Auteur(s) : Propos recueillis par Marine Neveux

Le Conseil national de la protection animale (CNPA) est à l’origine de plusieurs initiatives, dont l’important projet de ligne téléphonique nationale de signalement de maltraitance animale. Retour sur sa mise en place et son développement à venir avec Loïc Dombreval (A 91), le président du CNPA depuis 2022.

Vous portez le projet d’une ligne téléphonique de signalement de maltraitance animale, est-ce la première fois qu’une telle démarche est effectuée ?

En effet, c’est la première fois qu’une ligne téléphonique nationale de signalement de maltraitance voit le jour avec un numéro court à 4 chiffres à l’image du 3919 – toute proportion gardée avec les femmes – ou le 119 pour les enfants. C’est même inédit au niveau européen à ma connaissance.

Comment s’organisera le fonctionnement de la ligne ?

Nous allons nous appuyer sur des personnes sélectionnées, formées, rémunérées pour que la ligne téléphonique puisse fonctionner efficacement. Nous avons pris la décision d’externaliser le service à une plateforme spécialisée de réponse téléphonique qui dispose de toute la technologie nécessaire. Cela nous permettra aussi d’obtenir des données statistiques. Nous recrutons 3 personnes à temps plein et un superviseur (et 3 remplaçants en cas d’indisponibilités). Cela a bien entendu un coût, la ligne sera ouverte environ 10 heures par jour, 7 jours sur 7 et 365 jours par an.

À terme, prévoyez-vous une ouverture de la ligne 24h/24 ?

C’est l’objectif. Il faut évidemment que l’on ait plus de moyens, plus d’aides, de subventions. Le premier projet est celui d’une ouverture de 9 h 00 à 19 h 00 du lundi au vendredi, de 10 h 00 à 19 h 00 le samedi et de 10 h 00 à 17 h 00 le dimanche et les jours fériés.

À quel volume d’appels vous attendez-vous ?

Il est impossible d’anticiper avec précision le nombre d’appels qui peut être très supérieur à celui pressenti. C’est un nouveau service et nous sommes partis sur une hypothèse de 30 000 appels de 5 minutes par an, soit 80 par jour. Certains seront plus courts, d’autres inévitablement un peu plus longs. Une procédure avec une grille de réponses sera mise en place pour estimer le suivi à donner à chaque cas : signalement aux forces de l’ordre, aux associations de protection animale, enquête, pédagogie ou non-suite si ce n’est pas une suspicion pertinente, etc. En outre, la ligne téléphonique passera en revue dès le matin à 9 h 00 les éventuels signalements qui nous auront été déposés en ligne entre 19 h 00 et 9 h 00 du matin. Il y aura une possibilité de transmettre des pièces jointes pour preuves, photos, vidéos, etc.

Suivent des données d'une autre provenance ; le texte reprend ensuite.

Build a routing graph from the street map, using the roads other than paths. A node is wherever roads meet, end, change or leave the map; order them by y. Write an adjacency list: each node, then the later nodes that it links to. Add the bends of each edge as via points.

Quelle suite donnerez-vous ?

C’est une ligne téléphonique de régulation, de filtre. Nous n’avons pas pour vocation d’enquêter ou de soustraire les animaux, de les placer en famille d’accueil ou en refuge. Notre objectif est de faciliter la vie des personnes qui ne savent pas, aujourd’hui, comment faire pour signaler une maltraitance… Et ils sont très nombreux.

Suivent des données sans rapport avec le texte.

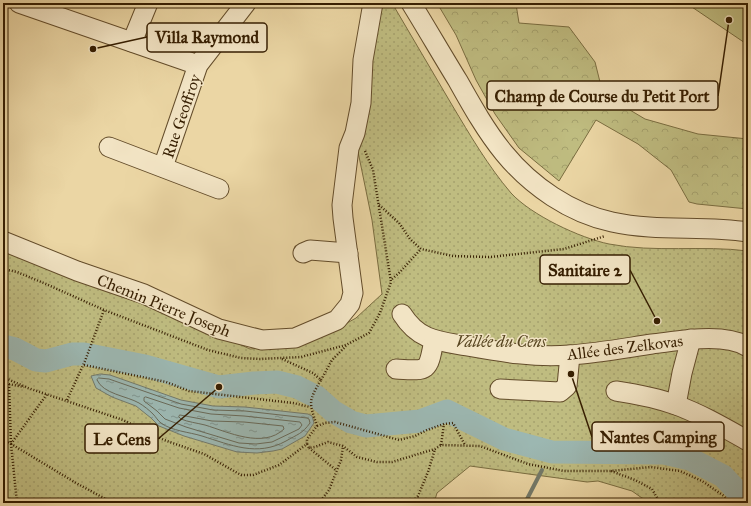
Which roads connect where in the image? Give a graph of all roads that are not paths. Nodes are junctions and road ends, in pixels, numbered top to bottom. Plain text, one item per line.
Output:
1 (19, 3) edge
2 (148, 3) edge
3 (246, 3) edge
4 (373, 3) edge
5 (411, 3) edge
6 (132, 42) junction
7 (198, 65) junction
8 (109, 147) dead end
9 (163, 168) junction
10 (219, 189) dead end
11 (748, 232) edge
12 (3, 241) edge
13 (303, 253) dead end
14 (348, 253) junction
15 (402, 314) dead end
16 (691, 339) junction
17 (434, 340) junction
18 (748, 347) edge
19 (570, 355) junction
20 (396, 368) dead end
21 (500, 389) dead end
22 (616, 391) dead end
23 (676, 405) junction
24 (748, 441) edge

1 - 6 street, Rue Geoffroy
2 - 6 street
3 - 7 street, Rue Geoffroy
4 - 14 street, Chemin Pierre Joseph
5 - 11 street
6 - 7 street, Rue Geoffroy
7 - 9 street, Rue Geoffroy
8 - 9 street, Rue Geoffroy
9 - 10 street, Rue Geoffroy
12 - 14 street, Chemin Pierre Joseph
13 - 14 street
15 - 17 street, Allée des Zelkovas
16 - 18 street, Allée des Zelkovas
16 - 19 street, Allée des Zelkovas
16 - 23 street
17 - 19 street, Allée des Zelkovas
17 - 20 street
19 - 21 street
22 - 23 street
23 - 24 street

Peut-on envisager, à terme, de croiser les données de la ligne avec celles consacrées à la maltraitance humaine ?

En effet, le lien entre les violences faites aux femmes ou aux enfants et les violences faites aux animaux est aujourd’hui avéré. Étayer le lien entre les maltraitances animale et humaine est un élément extrêmement important qui renforce encore le caractère d’intérêt général et d’intérêt public de cette ligne. Il est à craindre des appels téléphoniques et des signalements qui nous feront penser que la violence animale s’étend au cadre intrafamilial et que le signalement devra se faire non seulement vis-à-vis de la protection de l’animal mais également vis-à-vis de la protection de la femme, de l’enfant, de la personne maltraitée.

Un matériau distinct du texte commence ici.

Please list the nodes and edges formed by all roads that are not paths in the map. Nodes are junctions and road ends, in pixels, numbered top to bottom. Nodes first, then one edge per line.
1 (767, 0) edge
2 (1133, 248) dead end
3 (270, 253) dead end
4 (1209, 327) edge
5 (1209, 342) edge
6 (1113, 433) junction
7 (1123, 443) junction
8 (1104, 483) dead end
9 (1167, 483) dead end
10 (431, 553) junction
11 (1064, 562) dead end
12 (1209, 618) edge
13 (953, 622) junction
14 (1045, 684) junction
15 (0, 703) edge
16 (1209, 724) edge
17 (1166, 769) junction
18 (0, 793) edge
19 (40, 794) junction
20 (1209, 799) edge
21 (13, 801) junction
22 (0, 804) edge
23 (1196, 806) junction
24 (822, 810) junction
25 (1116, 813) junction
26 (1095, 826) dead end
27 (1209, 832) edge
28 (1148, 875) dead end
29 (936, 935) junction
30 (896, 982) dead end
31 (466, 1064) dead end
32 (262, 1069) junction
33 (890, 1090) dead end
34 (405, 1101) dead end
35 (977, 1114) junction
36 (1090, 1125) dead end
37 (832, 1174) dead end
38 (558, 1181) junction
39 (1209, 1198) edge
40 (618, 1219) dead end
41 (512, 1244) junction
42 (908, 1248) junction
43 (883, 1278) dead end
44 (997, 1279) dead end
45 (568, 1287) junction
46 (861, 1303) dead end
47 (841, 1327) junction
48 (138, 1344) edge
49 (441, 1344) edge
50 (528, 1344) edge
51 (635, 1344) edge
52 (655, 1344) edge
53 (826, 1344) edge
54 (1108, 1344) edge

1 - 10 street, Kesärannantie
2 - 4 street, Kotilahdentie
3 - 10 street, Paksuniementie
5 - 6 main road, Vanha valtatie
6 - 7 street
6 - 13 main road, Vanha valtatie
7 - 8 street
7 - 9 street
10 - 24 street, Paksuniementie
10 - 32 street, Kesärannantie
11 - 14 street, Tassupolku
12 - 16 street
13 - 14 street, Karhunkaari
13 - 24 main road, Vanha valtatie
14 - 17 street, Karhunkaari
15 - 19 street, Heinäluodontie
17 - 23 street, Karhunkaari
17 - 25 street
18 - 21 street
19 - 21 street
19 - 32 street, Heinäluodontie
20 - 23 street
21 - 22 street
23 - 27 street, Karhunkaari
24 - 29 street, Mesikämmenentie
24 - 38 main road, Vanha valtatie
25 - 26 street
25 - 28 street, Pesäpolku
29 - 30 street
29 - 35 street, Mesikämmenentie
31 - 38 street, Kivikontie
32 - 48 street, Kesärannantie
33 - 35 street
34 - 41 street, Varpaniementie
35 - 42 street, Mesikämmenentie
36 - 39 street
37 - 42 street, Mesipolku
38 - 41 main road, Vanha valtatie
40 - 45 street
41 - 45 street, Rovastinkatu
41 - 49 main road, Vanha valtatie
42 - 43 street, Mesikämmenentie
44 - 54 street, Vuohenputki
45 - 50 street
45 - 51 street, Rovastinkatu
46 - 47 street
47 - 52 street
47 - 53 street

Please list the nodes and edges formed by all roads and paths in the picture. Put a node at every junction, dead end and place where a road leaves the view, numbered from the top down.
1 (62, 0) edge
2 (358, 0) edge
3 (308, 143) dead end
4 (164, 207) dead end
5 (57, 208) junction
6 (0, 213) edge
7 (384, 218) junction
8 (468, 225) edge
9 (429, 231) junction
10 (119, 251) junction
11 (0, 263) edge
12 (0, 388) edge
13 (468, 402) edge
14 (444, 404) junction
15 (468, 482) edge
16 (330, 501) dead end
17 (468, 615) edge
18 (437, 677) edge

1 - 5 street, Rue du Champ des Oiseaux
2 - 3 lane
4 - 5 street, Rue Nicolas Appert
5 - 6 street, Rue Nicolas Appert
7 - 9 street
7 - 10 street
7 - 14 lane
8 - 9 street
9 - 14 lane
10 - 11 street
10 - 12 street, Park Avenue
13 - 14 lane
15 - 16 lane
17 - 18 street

Quel est le coût d’une telle ligne ?

Le seul coût annuel de réservation d’un numéro de téléphone à 4 chiffres s’élève à 40 000 € ! C’est sans compter le coût des personnes qui l’animeront, la nécessaire communication sur les réseaux sociaux, dans les médias, etc. Tout compris, le budget annuel est d’environ 300 000 €, ce qui est un minimum et une broutille au regard du budget de l’État. J’ai rencontré à plusieurs reprises les cabinets de Marc Fesneau [ministre de l’Agriculture et de la Souveraineté alimentaire, NDLR] et de Gérald Darmanin [ministre de l’Intérieur, NDLR] pour solliciter leur soutien sur ce projet. Je n’ai reçu aucune réponse. C’est assez décevant.

Quand sera-t-il lancé ?

En juin prochain. Aujourd’hui, des partenaires privés nous soutiennent. La période avant les vacances d’été est pertinente pour sensibiliser le public sur les questions de maltraitance et en particulier d’abandon.

Vous êtes aussi à l’origine d’avancées législatives en termes de protection animale ?

La loi du 30 novembre 2021 visant à lutter contre la maltraitance animale a ouvert au vétérinaire la possibilité de signaler une suspicion de maltraitance en levant le secret professionnel. C’est une des avancées intéressantes de cette loi.

Qu’attendez-vous de cette profession vétérinaire ?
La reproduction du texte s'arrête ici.